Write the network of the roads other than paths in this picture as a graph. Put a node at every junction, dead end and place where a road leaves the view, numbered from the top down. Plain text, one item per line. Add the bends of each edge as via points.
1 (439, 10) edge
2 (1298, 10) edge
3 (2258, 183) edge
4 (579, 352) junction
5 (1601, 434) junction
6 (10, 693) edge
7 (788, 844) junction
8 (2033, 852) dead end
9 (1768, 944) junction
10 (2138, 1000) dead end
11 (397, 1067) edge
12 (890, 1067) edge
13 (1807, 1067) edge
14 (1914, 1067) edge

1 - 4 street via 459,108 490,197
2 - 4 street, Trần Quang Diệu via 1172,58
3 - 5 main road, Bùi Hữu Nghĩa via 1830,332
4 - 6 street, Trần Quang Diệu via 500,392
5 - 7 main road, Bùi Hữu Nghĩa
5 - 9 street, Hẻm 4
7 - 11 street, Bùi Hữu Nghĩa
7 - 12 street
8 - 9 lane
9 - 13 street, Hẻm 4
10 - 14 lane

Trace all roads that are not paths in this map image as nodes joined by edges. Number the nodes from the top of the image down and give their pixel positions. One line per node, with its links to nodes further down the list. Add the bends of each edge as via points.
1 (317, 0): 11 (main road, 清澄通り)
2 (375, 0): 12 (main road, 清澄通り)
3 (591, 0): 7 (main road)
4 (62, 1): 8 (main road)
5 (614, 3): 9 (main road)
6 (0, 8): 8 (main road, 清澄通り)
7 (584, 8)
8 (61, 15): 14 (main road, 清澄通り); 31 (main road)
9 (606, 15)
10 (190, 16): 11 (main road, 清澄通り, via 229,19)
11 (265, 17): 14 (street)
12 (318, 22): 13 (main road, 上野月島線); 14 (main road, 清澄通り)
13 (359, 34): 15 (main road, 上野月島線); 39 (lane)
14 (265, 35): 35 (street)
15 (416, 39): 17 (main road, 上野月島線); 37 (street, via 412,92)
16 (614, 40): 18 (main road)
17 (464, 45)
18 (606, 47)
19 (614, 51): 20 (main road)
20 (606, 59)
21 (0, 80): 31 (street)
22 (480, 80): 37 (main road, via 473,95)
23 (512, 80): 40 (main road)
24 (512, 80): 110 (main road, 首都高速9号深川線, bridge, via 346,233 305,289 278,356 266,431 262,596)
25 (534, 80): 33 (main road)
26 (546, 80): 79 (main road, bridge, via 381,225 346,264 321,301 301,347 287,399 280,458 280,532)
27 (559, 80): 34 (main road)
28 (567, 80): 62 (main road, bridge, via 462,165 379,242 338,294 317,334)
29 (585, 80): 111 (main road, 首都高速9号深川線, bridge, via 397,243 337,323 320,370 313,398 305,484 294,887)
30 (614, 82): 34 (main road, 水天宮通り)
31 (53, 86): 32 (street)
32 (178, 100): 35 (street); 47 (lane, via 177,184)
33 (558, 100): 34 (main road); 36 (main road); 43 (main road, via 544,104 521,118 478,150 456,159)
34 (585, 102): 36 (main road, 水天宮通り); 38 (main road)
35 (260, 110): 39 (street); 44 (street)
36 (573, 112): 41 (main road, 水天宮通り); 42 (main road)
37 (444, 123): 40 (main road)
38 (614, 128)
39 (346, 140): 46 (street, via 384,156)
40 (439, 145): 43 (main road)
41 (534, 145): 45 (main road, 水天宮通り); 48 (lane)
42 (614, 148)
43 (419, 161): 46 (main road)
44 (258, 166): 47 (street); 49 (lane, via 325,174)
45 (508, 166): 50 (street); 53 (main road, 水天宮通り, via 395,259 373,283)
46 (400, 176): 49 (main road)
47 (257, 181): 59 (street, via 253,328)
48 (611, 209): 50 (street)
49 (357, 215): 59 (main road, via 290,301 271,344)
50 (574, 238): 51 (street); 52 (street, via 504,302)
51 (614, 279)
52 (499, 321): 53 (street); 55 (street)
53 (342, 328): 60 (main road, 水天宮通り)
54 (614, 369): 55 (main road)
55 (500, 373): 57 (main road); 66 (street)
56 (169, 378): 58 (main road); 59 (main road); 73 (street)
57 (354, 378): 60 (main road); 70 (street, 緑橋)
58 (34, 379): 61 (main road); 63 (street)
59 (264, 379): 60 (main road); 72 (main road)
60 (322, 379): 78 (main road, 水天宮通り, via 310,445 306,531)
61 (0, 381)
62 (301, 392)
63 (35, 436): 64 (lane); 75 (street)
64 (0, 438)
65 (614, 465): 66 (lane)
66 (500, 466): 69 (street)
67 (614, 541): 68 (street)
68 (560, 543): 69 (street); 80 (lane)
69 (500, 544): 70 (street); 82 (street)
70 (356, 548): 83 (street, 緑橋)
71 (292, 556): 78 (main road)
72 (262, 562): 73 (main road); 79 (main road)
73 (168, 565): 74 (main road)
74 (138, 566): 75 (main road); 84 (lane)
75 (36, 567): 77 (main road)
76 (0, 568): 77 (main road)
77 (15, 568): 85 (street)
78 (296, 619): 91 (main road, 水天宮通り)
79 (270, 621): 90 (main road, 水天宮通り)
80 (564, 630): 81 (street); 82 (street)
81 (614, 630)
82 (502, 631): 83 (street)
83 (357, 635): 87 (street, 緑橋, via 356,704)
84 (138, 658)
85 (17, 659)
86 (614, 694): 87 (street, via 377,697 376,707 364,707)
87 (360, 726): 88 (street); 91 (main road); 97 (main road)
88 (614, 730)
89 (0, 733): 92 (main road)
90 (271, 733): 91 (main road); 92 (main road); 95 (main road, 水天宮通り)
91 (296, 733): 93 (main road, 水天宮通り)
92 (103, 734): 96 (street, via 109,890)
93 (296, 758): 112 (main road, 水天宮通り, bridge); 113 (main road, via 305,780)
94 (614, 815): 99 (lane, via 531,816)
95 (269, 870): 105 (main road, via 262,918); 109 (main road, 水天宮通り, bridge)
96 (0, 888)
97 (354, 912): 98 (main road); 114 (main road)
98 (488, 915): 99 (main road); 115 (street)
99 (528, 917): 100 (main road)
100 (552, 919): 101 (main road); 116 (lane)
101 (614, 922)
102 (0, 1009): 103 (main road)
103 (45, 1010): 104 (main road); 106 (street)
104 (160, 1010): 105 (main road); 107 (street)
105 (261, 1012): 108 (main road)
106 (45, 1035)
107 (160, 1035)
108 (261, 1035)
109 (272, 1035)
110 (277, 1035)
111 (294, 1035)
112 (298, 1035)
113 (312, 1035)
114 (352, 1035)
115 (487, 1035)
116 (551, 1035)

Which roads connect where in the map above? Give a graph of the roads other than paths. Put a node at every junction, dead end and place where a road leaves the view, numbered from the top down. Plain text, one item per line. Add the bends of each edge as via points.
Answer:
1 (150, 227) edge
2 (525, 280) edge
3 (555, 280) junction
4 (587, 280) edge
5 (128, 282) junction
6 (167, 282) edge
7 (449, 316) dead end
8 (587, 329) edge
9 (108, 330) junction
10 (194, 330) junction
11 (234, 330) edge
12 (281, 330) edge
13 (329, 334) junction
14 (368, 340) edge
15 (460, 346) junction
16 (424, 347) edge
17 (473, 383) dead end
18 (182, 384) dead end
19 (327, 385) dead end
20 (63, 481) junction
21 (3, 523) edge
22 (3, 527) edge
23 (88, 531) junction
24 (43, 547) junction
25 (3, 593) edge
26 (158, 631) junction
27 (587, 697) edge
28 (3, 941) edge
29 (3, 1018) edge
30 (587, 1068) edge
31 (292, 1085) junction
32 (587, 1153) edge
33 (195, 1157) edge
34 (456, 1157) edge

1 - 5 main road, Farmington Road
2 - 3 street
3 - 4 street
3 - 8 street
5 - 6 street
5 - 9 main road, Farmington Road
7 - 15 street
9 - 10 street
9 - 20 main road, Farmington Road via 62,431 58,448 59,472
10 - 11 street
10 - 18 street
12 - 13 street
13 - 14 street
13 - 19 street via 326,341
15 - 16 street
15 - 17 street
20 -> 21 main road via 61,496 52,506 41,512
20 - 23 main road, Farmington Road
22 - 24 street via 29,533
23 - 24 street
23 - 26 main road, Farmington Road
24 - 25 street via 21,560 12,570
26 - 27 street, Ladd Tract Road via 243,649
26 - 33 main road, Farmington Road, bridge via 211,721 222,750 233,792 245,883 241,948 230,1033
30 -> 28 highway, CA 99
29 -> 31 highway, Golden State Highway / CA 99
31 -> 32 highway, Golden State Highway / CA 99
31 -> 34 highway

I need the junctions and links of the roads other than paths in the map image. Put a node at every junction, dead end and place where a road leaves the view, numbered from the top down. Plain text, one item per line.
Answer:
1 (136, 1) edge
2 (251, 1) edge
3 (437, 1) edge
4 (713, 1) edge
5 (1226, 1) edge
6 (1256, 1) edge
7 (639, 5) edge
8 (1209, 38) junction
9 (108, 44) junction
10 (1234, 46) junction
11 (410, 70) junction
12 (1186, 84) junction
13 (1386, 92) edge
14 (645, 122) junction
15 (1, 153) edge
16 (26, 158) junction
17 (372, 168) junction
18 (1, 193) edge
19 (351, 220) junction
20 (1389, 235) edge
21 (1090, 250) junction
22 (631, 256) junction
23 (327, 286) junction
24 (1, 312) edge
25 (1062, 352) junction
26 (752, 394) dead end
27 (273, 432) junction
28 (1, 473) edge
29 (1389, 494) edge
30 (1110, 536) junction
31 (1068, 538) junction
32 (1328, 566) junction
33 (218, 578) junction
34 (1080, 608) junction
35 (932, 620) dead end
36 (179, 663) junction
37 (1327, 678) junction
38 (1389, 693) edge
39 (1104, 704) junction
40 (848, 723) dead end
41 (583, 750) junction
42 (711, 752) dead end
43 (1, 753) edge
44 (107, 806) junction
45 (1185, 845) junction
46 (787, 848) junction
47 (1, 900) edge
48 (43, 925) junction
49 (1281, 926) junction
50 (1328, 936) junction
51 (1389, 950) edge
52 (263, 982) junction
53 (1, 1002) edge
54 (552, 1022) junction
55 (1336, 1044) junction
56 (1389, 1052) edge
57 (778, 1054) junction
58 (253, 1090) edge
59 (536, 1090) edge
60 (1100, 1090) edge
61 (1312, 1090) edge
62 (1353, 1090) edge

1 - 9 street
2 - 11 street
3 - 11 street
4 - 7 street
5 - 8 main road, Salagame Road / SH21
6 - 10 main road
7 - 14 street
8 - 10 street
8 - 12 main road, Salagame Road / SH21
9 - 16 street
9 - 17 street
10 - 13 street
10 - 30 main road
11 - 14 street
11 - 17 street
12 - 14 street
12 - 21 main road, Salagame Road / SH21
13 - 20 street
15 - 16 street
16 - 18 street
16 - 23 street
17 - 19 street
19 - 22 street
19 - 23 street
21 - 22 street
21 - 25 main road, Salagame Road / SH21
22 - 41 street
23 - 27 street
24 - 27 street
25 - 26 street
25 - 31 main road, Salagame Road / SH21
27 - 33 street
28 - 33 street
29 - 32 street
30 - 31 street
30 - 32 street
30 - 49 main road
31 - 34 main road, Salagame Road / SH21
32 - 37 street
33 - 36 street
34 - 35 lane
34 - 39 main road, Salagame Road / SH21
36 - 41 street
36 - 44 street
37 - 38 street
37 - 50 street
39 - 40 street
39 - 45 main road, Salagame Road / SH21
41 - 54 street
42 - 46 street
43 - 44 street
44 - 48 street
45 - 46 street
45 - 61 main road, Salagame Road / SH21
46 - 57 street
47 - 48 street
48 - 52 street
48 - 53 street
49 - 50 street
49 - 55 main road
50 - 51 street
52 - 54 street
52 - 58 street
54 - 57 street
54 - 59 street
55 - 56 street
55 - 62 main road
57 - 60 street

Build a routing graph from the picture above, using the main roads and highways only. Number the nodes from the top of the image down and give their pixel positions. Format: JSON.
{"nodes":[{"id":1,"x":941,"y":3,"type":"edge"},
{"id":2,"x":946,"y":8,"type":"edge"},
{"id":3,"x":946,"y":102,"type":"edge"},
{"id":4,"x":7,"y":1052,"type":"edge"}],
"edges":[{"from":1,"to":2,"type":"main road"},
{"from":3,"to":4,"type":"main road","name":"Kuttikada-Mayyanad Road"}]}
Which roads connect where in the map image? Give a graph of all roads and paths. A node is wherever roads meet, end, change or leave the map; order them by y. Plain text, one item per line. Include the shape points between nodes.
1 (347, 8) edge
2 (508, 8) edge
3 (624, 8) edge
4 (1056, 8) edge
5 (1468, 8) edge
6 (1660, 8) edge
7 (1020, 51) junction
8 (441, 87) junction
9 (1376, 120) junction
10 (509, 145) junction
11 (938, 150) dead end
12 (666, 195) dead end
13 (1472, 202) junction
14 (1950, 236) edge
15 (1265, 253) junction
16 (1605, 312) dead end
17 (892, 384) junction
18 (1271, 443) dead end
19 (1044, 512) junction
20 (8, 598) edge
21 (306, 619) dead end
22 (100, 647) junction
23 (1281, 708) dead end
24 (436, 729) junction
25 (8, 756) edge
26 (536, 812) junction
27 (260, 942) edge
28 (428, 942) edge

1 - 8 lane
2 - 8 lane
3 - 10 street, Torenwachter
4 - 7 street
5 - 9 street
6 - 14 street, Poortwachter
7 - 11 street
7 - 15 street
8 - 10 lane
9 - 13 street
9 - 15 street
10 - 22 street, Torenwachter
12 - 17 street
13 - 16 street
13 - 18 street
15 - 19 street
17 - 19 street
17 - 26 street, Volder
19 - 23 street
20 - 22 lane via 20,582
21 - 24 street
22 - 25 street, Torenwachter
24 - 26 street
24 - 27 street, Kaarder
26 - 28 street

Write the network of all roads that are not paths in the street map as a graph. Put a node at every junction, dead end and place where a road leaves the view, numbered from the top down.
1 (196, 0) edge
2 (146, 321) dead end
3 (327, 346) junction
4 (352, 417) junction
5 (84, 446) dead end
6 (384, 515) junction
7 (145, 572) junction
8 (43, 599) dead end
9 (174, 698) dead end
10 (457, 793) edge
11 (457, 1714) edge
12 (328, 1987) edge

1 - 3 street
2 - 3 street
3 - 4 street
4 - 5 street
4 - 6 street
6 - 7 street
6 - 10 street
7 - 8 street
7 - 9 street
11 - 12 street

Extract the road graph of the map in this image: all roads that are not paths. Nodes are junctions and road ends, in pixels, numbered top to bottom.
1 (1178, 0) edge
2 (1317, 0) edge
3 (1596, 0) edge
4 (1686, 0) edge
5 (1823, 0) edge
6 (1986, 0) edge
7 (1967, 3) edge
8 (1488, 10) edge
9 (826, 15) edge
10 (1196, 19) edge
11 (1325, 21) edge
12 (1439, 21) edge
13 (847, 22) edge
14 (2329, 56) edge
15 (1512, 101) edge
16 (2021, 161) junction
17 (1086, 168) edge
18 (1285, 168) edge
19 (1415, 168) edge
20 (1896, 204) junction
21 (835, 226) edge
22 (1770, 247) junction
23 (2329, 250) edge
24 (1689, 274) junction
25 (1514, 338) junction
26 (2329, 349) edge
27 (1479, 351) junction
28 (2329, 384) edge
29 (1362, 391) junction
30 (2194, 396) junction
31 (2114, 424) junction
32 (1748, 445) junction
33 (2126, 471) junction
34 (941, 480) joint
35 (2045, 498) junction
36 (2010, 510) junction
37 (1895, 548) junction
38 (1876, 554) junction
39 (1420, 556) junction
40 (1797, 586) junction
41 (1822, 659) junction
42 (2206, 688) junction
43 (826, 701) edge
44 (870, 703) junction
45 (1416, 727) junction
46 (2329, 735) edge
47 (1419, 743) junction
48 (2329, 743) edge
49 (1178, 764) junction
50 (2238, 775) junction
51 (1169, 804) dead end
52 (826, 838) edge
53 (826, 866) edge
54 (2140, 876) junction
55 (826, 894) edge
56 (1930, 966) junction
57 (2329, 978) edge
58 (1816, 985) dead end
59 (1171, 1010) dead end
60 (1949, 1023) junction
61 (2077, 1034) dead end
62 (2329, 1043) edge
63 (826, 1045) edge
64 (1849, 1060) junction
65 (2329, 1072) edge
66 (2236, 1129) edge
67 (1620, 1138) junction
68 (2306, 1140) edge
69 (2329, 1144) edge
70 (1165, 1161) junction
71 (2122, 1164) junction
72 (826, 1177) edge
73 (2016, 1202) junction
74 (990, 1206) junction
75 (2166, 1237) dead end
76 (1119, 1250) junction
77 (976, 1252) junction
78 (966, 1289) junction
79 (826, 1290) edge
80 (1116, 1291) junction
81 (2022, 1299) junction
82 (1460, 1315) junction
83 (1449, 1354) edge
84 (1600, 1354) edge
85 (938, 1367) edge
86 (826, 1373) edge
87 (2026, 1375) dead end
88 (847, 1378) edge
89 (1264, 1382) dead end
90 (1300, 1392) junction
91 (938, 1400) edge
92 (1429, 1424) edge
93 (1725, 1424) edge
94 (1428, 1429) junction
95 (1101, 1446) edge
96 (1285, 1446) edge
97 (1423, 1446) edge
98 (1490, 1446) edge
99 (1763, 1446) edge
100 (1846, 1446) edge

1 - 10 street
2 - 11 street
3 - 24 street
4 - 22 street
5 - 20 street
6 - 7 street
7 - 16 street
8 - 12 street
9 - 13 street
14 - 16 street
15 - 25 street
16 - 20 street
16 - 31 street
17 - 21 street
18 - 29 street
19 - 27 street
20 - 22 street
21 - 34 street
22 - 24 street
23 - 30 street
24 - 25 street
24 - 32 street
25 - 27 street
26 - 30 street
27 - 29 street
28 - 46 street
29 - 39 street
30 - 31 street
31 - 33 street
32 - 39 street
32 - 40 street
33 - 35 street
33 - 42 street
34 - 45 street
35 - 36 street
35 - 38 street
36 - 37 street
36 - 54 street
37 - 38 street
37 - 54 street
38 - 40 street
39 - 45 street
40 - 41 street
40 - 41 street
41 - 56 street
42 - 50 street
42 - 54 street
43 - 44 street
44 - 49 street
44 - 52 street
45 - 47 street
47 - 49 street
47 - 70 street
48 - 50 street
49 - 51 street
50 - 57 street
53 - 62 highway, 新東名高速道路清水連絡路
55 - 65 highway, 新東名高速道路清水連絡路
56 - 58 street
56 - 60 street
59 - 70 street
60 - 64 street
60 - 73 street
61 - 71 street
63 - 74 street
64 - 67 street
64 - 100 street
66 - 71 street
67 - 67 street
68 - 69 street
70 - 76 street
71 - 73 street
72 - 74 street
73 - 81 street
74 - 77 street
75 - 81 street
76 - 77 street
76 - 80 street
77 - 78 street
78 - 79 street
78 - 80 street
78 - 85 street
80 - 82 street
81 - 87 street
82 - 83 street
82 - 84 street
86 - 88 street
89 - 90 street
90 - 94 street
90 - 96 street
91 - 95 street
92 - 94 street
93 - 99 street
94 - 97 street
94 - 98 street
---
- **THE PROBLEM**:
Lines with the string "edges": pick each one out of the material and return it.

- **SOLVED EXERCISE**:
Trace all roads that are not paths in this map image as nodes joined by edges. Number the nodes from the top of the image down and give their pixel positions. One line per node, with its links to nodes further down the list. Add the bends of each edge as via points.
"edges":[{"from":1,"to":2,"type":"main road"},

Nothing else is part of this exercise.